Y en buena parte de los países de la Unión, partidos populistas —cuando no de extrema derecha— se están apoderando de parcelas de poder que hacen temer seriamente por la buena marcha de los principios a los que he hecho alusión más arriba. Quiero creer que es un fenómeno pasajero: Europa es un experimento interesantísimo porque está poniendo en pie una superestructura supraestatal y supranacional. Pero a la vista están las dificultades que atraviesa: en el momento en que se presenta una crisis grave, como puede ser la de los refugiados provenientes de Siria, entonces la gente se repliega a sus antiguos nacionalismos. Claro, vivir en Europa es muy cómodo: no hay fronteras y tenemos una moneda común. Pero esas circunstancias que en condiciones normales sólo tienen ventajas, complican mucho la vida del Estado-nación cuando se trata de gestionar problemas como el terrorismo yihadista o el flujo incesante de inmigrantes que vienen huyendo de las atrocidades de la guerra o de la miseria de sus países de origen.
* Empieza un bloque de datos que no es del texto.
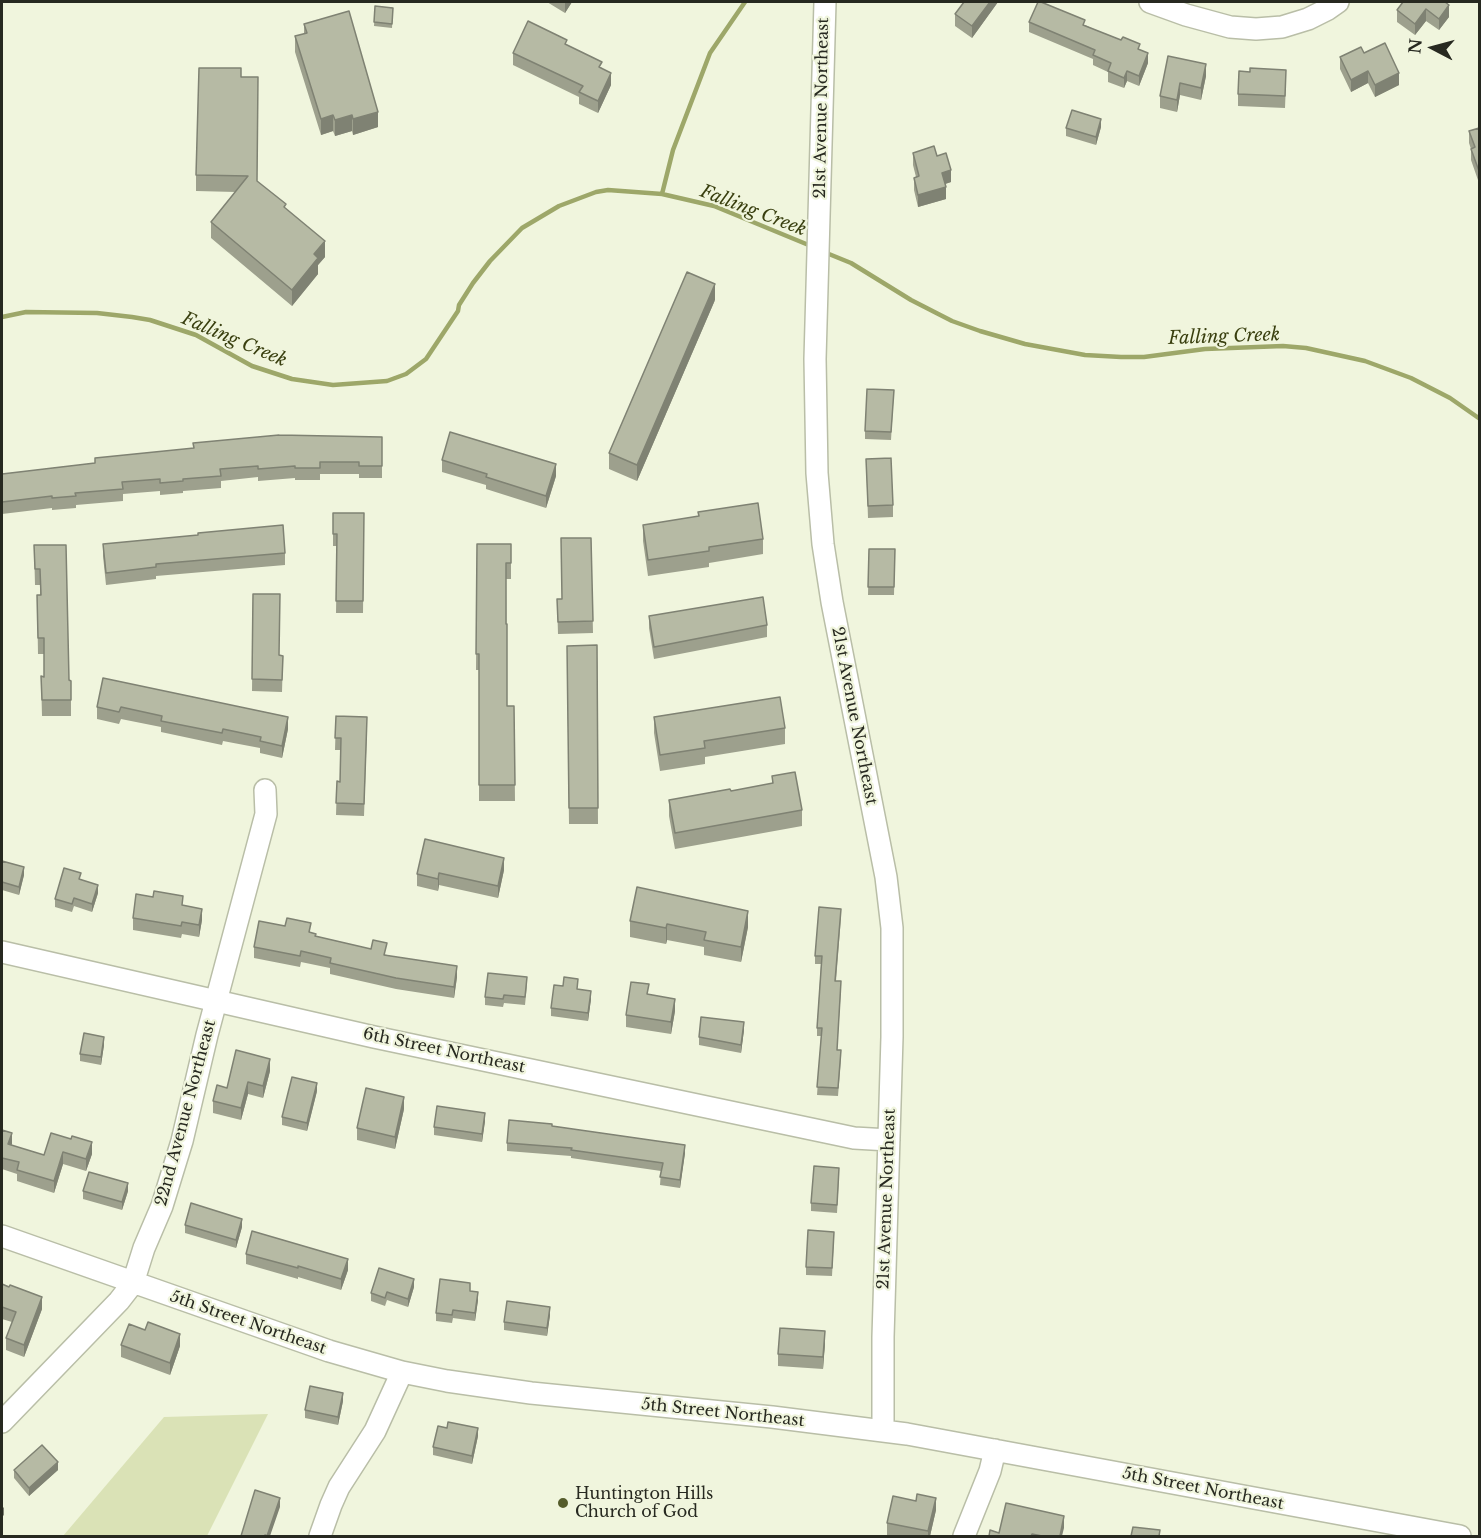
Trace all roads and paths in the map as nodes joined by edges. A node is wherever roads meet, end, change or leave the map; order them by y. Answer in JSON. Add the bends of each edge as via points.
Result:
{"nodes":[{"id":1,"x":825,"y":2,"type":"edge"},
{"id":2,"x":1150,"y":2,"type":"edge"},
{"id":3,"x":1338,"y":2,"type":"edge"},
{"id":4,"x":265,"y":790,"type":"dead end"},
{"id":5,"x":2,"y":952,"type":"edge"},
{"id":6,"x":217,"y":1001,"type":"junction"},
{"id":7,"x":889,"y":1140,"type":"junction"},
{"id":8,"x":2,"y":1236,"type":"edge"},
{"id":9,"x":133,"y":1283,"type":"junction"},
{"id":10,"x":402,"y":1372,"type":"junction"},
{"id":11,"x":2,"y":1422,"type":"edge"},
{"id":12,"x":883,"y":1431,"type":"junction"},
{"id":13,"x":995,"y":1450,"type":"junction"},
{"id":14,"x":320,"y":1536,"type":"edge"},
{"id":15,"x":964,"y":1536,"type":"edge"},
{"id":16,"x":1458,"y":1536,"type":"edge"}],
"edges":[{"from":1,"to":7,"type":"street","name":"21st Avenue Northeast","via":[[815,359],[817,473],[832,602],[891,918]]},
{"from":2,"to":3,"type":"street","via":[[1230,27],[1256,29],[1308,19]]},
{"from":4,"to":6,"type":"street","name":"22nd Avenue Northeast","via":[[266,814]]},
{"from":5,"to":6,"type":"street","name":"6th Street Northeast"},
{"from":6,"to":7,"type":"street","name":"6th Street Northeast","via":[[854,1138]]},
{"from":6,"to":9,"type":"street","name":"22nd Avenue Northeast","via":[[174,1169]]},
{"from":7,"to":12,"type":"street","name":"21st Avenue Northeast"},
{"from":8,"to":9,"type":"street","name":"5th Street Northeast"},
{"from":9,"to":10,"type":"street","name":"5th Street Northeast"},
{"from":9,"to":11,"type":"street","name":"22nd Avenue Northeast"},
{"from":10,"to":12,"type":"street","name":"5th Street Northeast","via":[[531,1393]]},
{"from":10,"to":14,"type":"street","via":[[375,1431],[331,1505]]},
{"from":12,"to":13,"type":"street","name":"5th Street Northeast"},
{"from":13,"to":15,"type":"street"},
{"from":13,"to":16,"type":"street","name":"5th Street Northeast"}]}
Creo que la solución a todos estos problemas pasa por el reforzamiento del Parlamento Europeo para que sea verdaderamente no lo que es actualmente, una estructura burocrática sin control, sino la expresión de la soberanía europea, aun cuando debamos reconocer que tras el Tratado de Lisboa sus competencias se han visto incrementadas, pero no en la medida de las nacionales.

Ojalá que el mundo agitado que nos ha tocado vivir salga bien parado de esta crisis global y que —porque los cambios sociales son siempre muy lentos— Europa acabe siendo un sosegado y sereno país de países para cuya consolidación «nos apresuraremos despacio», como dice Boileau en su Arte poética.

Confiemos en ello. Y entretanto entonemos con fervor y sin apasionamiento esa Marsellesa de la Humanidad que, a decir de Héctor Berlioz, es la Novena sinfonía de Beethoven, cuyo último movimiento es, por cierto, el himno de nuestra querida Unión.